Woodward’s most recent work, “The Last of the President’s Men,”chronicled the story of Alexander Butterfield, the Nixon aide who revealed the existence of an Oval Office taping system. But with his new book, “Fear,” Woodward will be returning to the sort of endeavor for which he has been best known during his long career: real-time reporting on American power and the presidency.

His previous works on American presidents, including books about George W. Bush and Obama, have tended to focus primarily on single, all-important decisions, such as whether to engage in foreign wars. “Fear” is expected to be a broader examination of the presidency.

“Fear” will add to the avalanche of books that focus on the Trump presidency or issues related to his time in office. Among those who have generated headlines are former FBI director James B. Comey’s, “A Higher Loyalty,” Michael Wolff’s “Fire and Fury: Inside the Trump White House,”and the just-released book by Trump’s former press secretary, Sean Spicer: “The Briefing: Politics, the Press and the President.”

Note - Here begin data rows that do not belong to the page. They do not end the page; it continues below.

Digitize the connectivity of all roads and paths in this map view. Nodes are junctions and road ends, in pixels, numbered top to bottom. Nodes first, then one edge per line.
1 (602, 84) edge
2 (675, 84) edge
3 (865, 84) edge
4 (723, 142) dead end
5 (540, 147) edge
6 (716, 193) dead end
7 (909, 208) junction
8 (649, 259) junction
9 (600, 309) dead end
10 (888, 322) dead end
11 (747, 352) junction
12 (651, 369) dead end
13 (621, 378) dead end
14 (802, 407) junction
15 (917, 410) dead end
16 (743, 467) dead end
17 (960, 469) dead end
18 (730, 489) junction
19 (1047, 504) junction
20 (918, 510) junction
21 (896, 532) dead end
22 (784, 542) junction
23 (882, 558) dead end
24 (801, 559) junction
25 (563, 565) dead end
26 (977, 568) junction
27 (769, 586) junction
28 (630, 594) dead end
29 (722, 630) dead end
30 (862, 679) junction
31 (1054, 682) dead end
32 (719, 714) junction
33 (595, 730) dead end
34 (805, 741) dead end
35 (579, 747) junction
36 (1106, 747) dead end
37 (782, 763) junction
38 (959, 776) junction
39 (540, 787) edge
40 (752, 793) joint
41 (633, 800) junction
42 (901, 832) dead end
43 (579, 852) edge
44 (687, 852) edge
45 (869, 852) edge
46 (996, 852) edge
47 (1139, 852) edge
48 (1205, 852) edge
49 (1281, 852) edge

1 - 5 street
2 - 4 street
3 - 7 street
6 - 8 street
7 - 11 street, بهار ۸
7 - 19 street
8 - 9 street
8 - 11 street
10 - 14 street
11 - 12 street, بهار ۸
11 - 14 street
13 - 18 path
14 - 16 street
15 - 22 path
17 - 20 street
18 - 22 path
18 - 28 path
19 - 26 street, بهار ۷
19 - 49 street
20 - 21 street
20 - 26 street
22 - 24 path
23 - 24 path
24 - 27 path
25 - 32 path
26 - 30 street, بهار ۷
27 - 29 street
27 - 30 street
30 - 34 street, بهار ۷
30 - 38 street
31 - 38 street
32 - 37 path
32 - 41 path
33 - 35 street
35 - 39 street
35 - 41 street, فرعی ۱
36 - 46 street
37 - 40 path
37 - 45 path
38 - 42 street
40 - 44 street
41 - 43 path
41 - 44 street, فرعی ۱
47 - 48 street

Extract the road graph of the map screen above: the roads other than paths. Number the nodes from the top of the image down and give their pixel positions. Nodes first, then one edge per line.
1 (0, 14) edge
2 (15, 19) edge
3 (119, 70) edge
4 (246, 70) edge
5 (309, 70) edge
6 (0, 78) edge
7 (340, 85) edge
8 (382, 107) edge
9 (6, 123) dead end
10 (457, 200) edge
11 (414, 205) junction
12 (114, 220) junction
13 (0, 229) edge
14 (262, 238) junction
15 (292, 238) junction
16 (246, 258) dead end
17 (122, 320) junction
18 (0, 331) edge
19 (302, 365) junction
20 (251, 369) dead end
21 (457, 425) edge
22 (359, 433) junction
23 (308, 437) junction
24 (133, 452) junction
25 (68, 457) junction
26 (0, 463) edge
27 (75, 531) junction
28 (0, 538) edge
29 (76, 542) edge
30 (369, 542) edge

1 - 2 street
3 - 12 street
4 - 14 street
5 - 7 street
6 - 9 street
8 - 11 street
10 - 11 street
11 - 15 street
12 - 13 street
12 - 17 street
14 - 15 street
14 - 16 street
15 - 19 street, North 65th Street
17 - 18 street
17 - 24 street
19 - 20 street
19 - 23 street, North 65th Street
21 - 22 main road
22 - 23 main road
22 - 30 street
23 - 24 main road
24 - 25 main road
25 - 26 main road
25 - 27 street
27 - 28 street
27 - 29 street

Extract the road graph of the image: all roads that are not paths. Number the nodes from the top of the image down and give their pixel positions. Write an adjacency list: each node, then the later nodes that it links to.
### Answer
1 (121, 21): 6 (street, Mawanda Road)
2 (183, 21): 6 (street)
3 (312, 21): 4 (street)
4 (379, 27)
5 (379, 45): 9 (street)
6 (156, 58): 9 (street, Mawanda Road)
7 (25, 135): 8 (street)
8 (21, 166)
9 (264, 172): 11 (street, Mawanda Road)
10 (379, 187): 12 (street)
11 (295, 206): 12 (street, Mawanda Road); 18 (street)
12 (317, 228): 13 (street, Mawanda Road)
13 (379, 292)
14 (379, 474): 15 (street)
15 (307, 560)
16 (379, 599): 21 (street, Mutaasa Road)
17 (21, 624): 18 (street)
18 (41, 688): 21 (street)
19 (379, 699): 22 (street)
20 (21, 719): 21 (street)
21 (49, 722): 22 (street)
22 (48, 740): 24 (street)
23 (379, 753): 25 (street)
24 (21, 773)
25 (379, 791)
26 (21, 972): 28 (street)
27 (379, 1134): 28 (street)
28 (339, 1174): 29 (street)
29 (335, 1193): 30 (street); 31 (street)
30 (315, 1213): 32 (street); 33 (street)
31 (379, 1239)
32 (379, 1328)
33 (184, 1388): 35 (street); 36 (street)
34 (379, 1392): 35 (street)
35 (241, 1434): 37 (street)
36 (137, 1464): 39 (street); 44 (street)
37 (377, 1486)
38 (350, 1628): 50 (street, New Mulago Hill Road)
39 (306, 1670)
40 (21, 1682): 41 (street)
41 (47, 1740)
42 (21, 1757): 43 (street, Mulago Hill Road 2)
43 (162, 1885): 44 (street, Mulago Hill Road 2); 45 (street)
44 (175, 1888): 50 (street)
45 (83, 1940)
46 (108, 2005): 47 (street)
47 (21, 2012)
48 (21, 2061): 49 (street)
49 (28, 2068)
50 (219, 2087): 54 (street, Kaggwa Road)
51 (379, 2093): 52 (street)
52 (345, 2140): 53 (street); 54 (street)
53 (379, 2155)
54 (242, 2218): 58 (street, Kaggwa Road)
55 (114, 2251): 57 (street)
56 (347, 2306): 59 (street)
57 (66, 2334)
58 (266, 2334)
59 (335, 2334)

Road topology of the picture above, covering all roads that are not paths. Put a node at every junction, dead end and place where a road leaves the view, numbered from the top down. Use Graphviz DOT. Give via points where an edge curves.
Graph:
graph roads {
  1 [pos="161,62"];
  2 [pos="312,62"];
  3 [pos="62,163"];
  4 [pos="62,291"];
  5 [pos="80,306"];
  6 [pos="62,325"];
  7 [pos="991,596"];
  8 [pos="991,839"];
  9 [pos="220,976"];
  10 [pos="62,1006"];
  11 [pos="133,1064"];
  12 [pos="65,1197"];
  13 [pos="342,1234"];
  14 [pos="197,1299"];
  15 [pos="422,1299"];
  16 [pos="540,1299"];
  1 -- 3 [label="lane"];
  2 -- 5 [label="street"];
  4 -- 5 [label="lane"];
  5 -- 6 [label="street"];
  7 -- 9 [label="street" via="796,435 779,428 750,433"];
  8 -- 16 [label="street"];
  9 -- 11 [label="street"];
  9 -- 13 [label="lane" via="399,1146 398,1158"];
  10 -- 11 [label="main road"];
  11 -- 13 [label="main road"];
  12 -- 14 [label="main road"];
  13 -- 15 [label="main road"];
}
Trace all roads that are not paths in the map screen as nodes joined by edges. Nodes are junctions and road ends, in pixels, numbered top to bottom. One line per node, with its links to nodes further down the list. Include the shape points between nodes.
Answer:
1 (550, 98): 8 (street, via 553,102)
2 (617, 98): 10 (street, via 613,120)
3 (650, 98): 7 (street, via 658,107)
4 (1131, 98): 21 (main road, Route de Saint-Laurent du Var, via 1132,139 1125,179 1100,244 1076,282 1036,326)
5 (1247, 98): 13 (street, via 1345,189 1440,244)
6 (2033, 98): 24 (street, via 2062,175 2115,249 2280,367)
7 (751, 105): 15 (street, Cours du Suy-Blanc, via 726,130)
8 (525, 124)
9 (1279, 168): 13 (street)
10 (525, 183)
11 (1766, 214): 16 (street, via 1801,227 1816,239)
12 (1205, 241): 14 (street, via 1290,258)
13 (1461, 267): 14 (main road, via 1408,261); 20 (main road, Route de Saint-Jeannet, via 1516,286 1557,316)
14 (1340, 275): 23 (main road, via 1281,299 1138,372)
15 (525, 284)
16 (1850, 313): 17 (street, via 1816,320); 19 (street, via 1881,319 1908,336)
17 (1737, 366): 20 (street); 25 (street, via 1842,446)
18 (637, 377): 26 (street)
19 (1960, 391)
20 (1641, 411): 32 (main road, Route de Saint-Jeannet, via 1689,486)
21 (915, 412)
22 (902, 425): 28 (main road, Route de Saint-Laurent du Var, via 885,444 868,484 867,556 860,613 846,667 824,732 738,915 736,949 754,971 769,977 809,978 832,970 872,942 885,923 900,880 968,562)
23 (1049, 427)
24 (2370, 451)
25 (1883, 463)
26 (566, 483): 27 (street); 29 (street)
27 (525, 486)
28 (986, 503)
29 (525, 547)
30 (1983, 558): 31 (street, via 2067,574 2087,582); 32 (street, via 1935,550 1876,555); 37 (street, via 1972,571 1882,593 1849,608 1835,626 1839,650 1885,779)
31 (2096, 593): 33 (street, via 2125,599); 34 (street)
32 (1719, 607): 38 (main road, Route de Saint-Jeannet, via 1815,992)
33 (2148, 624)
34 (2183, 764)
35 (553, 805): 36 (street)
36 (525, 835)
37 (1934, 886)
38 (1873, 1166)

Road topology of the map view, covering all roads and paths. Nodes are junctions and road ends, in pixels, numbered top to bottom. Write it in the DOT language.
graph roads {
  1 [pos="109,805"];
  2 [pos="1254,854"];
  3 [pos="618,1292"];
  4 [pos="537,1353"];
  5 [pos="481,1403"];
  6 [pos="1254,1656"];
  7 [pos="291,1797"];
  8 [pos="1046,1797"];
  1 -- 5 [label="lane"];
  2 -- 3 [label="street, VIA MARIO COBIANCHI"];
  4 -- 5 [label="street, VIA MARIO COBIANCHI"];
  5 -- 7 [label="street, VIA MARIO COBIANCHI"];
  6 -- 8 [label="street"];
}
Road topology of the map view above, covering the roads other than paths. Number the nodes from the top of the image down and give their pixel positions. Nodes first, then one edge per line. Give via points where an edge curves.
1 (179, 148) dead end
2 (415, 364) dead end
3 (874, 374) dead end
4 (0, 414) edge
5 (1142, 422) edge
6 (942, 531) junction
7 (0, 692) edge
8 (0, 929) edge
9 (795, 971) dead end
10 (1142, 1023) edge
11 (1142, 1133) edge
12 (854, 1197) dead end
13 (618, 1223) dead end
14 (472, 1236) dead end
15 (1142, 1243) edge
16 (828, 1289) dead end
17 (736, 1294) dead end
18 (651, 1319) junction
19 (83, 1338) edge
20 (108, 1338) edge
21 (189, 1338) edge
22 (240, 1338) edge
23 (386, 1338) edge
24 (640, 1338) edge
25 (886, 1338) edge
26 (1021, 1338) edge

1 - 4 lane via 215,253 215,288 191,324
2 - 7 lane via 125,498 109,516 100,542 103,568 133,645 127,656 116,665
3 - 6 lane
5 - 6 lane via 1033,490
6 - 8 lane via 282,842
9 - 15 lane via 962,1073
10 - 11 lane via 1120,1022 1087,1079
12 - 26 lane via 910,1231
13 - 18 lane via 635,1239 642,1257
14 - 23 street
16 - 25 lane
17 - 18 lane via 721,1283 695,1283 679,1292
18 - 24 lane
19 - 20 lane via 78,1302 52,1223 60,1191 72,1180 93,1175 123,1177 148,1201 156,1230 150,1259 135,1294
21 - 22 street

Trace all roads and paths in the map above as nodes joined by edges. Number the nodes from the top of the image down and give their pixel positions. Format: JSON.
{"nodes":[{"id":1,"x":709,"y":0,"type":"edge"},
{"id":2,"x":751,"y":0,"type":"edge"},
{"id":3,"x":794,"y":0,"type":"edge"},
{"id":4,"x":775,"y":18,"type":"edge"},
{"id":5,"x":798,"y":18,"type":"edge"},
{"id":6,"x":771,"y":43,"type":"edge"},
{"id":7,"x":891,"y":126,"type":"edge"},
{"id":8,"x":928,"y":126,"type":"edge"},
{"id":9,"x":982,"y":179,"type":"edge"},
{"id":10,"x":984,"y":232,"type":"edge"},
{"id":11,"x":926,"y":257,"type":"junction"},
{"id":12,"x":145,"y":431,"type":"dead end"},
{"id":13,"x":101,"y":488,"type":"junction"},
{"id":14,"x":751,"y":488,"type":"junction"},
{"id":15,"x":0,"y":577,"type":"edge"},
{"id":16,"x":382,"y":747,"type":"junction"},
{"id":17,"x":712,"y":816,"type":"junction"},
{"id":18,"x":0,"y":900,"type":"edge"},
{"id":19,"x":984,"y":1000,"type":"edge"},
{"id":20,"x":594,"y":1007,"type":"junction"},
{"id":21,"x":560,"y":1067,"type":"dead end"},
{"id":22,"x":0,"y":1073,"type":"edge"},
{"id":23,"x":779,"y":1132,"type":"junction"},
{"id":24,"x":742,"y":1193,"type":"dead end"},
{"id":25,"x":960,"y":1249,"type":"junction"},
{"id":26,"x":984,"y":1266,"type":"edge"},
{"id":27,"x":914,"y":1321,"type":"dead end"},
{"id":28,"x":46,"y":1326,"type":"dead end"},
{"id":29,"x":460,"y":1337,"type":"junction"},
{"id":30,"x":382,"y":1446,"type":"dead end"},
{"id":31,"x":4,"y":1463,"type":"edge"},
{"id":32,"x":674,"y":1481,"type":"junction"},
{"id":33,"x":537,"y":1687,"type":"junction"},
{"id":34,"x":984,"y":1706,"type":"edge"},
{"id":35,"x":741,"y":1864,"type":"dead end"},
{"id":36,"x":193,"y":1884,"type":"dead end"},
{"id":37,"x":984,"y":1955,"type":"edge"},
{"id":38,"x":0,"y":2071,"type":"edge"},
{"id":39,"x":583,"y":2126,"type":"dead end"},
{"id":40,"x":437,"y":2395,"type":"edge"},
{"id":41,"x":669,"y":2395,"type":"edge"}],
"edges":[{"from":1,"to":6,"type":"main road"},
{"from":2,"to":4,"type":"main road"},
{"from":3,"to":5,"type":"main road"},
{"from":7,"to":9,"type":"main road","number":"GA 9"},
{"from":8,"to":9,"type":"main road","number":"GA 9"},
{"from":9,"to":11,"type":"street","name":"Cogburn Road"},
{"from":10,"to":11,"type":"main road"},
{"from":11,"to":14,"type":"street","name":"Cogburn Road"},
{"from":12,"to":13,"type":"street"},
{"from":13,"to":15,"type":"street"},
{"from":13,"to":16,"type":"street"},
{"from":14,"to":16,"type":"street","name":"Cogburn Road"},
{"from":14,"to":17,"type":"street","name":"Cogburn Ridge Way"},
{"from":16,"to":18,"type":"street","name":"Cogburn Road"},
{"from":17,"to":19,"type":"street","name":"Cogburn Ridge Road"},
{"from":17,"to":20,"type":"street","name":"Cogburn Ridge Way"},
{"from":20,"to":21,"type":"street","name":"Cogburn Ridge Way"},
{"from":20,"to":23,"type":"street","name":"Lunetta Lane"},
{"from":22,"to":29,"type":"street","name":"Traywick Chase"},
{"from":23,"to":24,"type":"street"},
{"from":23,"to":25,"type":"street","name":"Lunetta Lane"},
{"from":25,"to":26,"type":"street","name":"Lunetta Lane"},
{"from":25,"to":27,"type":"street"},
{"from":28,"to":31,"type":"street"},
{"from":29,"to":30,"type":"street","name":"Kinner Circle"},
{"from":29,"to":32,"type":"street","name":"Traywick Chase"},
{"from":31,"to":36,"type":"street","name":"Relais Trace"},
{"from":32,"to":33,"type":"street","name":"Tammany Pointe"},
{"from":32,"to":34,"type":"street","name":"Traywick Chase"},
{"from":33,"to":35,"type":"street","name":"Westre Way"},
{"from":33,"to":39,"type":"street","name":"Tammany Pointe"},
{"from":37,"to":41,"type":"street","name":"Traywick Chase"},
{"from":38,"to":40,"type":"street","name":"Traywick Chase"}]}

Woodward’s new book draws on the hallmarks of his approach to investigative reporting, pulling details from “hundreds of hours of interviews with firsthand sources, contemporaneous meeting notes, files, documents and personal diaries,” according to his publisher. “FEAR brings to light the explosive debates that drive decision-making in the Oval Office, the Situation Room, Air Force One and the White House residence.”

Jonathan Karp, president and publisher of Simon & Schuster, touted the work as “the most acute and penetrating portrait of a sitting president ever published during the first years of an administration.”

While working on the book, Woodward has kept a lower profile than usual, limiting cable news appearances and attempting to stay out of the public eye. Instead, the author has told friends, he’s gone back to some of the signature moves of his youthful reporting days.

Late at night, he’s been prone to show up at important people’s houses unannounced to ask for interviews. He’s told friends that it feels like a “rebirth.”